(Stored data entries)
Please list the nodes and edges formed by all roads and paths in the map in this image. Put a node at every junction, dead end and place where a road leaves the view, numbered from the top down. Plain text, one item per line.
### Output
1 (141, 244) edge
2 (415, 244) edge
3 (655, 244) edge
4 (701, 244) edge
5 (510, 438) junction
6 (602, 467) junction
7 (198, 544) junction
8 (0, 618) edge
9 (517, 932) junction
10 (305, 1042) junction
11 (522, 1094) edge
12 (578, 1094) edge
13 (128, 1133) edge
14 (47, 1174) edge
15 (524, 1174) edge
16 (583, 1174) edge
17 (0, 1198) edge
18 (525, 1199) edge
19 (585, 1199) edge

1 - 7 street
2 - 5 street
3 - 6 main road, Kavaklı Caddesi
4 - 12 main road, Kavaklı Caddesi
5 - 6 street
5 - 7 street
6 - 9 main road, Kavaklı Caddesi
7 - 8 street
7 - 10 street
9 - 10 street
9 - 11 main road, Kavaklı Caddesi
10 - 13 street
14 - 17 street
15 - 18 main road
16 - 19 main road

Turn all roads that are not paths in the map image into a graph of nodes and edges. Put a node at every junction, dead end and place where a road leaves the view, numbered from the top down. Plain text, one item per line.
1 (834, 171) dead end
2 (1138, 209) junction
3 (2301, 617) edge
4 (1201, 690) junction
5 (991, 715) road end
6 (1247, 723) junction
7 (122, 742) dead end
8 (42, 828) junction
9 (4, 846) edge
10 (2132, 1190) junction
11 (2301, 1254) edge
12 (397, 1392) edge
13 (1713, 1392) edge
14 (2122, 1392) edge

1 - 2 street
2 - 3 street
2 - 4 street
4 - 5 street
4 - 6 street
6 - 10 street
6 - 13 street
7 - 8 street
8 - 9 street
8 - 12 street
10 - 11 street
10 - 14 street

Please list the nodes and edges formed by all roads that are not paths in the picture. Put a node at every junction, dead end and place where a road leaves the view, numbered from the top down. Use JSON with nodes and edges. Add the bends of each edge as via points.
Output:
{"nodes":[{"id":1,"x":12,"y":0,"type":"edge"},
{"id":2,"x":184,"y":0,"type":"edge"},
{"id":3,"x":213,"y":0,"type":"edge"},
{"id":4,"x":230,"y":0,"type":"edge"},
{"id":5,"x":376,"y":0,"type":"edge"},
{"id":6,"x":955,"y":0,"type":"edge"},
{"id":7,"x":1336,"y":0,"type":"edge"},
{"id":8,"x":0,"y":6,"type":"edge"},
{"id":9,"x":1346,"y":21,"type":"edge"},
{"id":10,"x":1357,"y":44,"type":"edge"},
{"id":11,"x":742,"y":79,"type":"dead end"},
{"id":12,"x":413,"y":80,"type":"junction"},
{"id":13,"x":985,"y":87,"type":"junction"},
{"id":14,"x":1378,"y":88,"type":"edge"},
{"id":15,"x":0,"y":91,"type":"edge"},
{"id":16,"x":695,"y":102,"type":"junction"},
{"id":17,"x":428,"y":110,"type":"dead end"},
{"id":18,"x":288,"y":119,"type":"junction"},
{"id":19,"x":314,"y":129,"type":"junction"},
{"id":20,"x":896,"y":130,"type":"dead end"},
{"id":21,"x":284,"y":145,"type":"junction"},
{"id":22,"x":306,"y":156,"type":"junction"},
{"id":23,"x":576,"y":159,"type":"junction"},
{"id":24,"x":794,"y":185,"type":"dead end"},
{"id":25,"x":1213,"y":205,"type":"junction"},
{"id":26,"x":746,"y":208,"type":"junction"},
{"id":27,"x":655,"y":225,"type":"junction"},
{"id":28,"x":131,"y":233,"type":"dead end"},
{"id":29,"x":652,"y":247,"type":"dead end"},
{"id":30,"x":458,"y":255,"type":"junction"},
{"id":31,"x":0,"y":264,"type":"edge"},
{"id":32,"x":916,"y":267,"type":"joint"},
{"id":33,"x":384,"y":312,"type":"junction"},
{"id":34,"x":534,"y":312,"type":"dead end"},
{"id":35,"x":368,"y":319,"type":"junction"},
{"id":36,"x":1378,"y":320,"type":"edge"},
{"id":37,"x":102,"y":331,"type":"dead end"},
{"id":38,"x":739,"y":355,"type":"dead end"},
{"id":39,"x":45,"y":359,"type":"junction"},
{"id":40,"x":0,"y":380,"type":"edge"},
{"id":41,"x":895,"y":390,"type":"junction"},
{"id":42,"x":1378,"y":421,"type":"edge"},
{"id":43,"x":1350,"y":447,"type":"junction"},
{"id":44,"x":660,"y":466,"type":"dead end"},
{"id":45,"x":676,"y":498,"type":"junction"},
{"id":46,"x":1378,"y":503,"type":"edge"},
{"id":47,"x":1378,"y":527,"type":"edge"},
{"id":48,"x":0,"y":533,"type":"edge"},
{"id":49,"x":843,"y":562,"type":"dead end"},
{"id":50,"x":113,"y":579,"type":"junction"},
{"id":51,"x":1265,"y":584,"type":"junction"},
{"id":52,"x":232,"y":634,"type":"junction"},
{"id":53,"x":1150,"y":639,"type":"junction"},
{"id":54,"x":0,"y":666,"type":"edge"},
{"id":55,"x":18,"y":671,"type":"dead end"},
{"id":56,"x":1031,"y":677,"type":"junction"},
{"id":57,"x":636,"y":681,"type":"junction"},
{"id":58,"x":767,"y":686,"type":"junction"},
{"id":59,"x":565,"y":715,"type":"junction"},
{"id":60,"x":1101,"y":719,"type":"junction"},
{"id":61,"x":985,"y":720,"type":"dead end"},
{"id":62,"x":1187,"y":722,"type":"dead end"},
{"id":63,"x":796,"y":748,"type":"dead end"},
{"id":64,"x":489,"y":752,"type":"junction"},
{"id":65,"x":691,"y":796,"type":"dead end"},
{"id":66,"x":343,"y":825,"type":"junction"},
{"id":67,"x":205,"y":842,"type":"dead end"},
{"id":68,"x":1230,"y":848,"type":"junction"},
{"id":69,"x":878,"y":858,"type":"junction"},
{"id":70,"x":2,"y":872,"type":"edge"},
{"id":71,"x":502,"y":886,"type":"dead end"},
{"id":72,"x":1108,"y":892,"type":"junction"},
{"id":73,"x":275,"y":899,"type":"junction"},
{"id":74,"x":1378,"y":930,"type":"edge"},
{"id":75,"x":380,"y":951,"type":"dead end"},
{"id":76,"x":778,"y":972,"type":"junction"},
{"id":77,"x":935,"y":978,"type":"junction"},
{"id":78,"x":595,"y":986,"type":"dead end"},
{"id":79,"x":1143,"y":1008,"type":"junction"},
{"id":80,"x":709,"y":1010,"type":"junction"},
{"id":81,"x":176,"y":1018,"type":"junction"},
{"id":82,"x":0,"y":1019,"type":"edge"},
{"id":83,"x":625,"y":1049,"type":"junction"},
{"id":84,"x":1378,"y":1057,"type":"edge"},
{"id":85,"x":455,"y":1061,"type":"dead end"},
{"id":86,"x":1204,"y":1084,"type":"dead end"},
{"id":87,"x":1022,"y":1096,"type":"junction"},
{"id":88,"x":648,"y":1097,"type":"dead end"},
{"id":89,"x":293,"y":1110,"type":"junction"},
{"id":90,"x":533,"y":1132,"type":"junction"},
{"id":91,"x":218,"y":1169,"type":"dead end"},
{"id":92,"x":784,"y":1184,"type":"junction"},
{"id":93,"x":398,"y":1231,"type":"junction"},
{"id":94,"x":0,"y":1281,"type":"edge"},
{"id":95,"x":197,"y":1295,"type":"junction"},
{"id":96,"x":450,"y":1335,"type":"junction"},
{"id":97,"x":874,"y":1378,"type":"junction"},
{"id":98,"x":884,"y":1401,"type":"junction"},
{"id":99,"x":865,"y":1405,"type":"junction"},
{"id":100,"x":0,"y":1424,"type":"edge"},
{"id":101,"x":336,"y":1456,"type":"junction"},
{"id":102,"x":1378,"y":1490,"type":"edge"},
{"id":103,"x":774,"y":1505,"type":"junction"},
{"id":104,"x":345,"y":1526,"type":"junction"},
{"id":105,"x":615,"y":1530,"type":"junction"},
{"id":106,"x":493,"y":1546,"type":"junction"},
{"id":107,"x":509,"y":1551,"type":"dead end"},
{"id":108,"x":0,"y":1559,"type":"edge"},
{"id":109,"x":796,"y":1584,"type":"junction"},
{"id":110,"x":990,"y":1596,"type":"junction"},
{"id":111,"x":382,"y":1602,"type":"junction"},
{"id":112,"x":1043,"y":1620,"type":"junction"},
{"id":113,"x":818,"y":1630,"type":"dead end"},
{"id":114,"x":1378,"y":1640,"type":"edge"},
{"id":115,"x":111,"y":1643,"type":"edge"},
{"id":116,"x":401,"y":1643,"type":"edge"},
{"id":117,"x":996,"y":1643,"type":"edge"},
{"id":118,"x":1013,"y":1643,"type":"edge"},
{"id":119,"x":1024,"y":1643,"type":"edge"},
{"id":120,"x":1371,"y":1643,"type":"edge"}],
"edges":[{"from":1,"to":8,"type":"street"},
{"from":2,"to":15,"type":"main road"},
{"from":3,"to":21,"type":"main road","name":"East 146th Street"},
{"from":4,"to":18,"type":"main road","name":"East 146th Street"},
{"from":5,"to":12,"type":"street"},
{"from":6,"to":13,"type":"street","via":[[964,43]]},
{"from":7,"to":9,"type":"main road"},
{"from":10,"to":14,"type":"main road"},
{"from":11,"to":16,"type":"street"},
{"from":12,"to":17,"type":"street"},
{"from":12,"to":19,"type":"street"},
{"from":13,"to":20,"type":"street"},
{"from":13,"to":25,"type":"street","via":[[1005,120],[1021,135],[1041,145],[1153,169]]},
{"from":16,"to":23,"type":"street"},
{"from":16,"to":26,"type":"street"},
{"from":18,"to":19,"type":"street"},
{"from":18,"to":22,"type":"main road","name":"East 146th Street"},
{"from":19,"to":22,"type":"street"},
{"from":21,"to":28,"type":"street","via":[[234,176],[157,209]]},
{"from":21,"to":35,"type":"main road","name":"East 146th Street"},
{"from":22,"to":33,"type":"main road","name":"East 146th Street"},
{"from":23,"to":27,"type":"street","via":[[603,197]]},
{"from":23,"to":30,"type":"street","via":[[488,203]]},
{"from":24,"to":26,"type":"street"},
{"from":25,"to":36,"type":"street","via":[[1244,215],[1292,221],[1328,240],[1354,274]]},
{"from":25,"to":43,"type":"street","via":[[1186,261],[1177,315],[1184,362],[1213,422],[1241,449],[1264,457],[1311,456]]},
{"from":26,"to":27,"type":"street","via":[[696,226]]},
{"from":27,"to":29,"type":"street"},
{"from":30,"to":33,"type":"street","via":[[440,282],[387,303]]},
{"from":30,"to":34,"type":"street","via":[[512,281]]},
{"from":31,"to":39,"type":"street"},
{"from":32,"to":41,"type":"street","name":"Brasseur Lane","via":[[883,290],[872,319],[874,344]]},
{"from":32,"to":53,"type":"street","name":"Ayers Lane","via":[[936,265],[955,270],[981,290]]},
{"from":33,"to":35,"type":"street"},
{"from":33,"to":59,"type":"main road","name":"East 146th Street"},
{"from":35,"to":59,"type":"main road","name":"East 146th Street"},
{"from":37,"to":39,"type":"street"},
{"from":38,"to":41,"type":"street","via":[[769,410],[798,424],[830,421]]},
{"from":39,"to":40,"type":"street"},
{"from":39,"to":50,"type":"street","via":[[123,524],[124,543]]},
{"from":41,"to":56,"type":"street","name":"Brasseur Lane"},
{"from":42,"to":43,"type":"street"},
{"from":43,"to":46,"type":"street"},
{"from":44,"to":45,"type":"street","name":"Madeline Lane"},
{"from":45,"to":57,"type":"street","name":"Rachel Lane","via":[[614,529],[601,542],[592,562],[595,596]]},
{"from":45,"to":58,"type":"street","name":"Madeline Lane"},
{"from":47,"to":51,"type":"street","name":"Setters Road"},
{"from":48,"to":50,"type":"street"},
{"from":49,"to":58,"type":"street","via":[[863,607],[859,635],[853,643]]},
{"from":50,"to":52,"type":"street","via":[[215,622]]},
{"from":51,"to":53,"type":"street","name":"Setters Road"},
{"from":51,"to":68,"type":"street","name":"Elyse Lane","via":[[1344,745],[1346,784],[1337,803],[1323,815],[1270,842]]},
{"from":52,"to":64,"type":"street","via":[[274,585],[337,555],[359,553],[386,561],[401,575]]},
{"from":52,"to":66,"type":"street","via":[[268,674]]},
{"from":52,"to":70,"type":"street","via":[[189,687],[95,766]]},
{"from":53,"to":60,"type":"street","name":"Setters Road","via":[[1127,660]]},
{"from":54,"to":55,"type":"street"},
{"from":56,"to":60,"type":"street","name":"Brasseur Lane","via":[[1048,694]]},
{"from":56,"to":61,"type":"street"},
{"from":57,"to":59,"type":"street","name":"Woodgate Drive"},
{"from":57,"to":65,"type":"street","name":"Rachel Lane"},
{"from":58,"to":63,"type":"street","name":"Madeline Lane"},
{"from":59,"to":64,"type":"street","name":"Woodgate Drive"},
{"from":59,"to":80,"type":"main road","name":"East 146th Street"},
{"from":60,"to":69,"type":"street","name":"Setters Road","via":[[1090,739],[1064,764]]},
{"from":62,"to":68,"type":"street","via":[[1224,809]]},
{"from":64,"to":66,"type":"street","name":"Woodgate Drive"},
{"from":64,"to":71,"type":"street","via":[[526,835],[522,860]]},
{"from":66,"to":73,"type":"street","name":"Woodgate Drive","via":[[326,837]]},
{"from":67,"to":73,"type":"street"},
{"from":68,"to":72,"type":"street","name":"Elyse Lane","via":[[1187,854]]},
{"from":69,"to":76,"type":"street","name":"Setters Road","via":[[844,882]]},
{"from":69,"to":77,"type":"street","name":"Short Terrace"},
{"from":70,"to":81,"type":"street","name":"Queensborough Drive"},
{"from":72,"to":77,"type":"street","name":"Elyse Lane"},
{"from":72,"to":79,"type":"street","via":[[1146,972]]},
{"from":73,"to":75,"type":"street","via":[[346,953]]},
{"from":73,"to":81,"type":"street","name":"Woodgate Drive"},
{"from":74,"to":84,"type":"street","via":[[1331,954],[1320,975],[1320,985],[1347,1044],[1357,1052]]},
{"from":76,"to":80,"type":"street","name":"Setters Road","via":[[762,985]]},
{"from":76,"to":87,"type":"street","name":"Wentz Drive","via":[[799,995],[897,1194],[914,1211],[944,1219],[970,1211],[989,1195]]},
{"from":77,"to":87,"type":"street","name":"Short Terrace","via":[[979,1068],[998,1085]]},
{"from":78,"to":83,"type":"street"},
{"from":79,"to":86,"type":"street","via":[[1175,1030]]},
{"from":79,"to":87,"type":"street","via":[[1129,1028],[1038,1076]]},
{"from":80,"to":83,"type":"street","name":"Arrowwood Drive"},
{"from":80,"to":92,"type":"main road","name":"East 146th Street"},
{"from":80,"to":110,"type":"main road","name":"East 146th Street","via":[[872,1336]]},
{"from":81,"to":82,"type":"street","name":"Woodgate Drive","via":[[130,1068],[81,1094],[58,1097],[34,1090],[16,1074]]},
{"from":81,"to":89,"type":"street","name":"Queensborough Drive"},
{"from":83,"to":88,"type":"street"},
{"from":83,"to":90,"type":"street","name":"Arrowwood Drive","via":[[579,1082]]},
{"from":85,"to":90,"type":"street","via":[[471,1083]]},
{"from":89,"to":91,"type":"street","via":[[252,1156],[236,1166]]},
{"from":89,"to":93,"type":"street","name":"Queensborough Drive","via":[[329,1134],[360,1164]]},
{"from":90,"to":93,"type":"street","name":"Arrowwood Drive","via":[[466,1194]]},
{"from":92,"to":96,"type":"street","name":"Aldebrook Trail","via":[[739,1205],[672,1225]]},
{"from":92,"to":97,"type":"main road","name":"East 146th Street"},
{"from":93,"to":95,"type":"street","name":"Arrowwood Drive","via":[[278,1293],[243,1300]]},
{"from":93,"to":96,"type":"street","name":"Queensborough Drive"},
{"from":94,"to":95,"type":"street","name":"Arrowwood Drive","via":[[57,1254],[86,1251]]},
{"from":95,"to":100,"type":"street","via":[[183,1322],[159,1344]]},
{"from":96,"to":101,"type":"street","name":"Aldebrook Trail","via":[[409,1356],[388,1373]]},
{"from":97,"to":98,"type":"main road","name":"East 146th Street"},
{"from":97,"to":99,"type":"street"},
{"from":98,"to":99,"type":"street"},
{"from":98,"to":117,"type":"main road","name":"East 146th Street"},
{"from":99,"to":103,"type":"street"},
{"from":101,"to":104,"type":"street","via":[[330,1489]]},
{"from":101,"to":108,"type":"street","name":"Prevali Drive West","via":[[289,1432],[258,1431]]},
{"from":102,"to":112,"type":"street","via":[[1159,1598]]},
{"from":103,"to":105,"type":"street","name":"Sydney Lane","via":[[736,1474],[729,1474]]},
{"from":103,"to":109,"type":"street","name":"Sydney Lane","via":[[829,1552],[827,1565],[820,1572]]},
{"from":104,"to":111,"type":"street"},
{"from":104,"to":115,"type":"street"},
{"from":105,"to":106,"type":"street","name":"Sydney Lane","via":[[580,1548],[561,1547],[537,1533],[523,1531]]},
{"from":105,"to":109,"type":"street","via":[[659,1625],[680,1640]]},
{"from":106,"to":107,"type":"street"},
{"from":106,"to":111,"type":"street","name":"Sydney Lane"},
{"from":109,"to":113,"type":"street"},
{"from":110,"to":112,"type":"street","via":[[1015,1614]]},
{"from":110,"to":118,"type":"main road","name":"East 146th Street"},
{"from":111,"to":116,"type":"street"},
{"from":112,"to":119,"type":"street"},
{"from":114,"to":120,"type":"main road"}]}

» **Your goal**
In the entries above, find the line holding "Turn all roads" and the line holding "Please list the nodes and edges formed by all roads that", then retype exactly those two lines and every line between them, and nothing else.

» **Written solution**
Turn all roads that are not paths in the map image into a graph of nodes and edges. Put a node at every junction, dead end and place where a road leaves the view, numbered from the top down. Plain text, one item per line.
1 (834, 171) dead end
2 (1138, 209) junction
3 (2301, 617) edge
4 (1201, 690) junction
5 (991, 715) road end
6 (1247, 723) junction
7 (122, 742) dead end
8 (42, 828) junction
9 (4, 846) edge
10 (2132, 1190) junction
11 (2301, 1254) edge
12 (397, 1392) edge
13 (1713, 1392) edge
14 (2122, 1392) edge

1 - 2 street
2 - 3 street
2 - 4 street
4 - 5 street
4 - 6 street
6 - 10 street
6 - 13 street
7 - 8 street
8 - 9 street
8 - 12 street
10 - 11 street
10 - 14 street

Please list the nodes and edges formed by all roads that are not paths in the picture. Put a node at every junction, dead end and place where a road leaves the view, numbered from the top down. Use JSON with nodes and edges. Add the bends of each edge as via points.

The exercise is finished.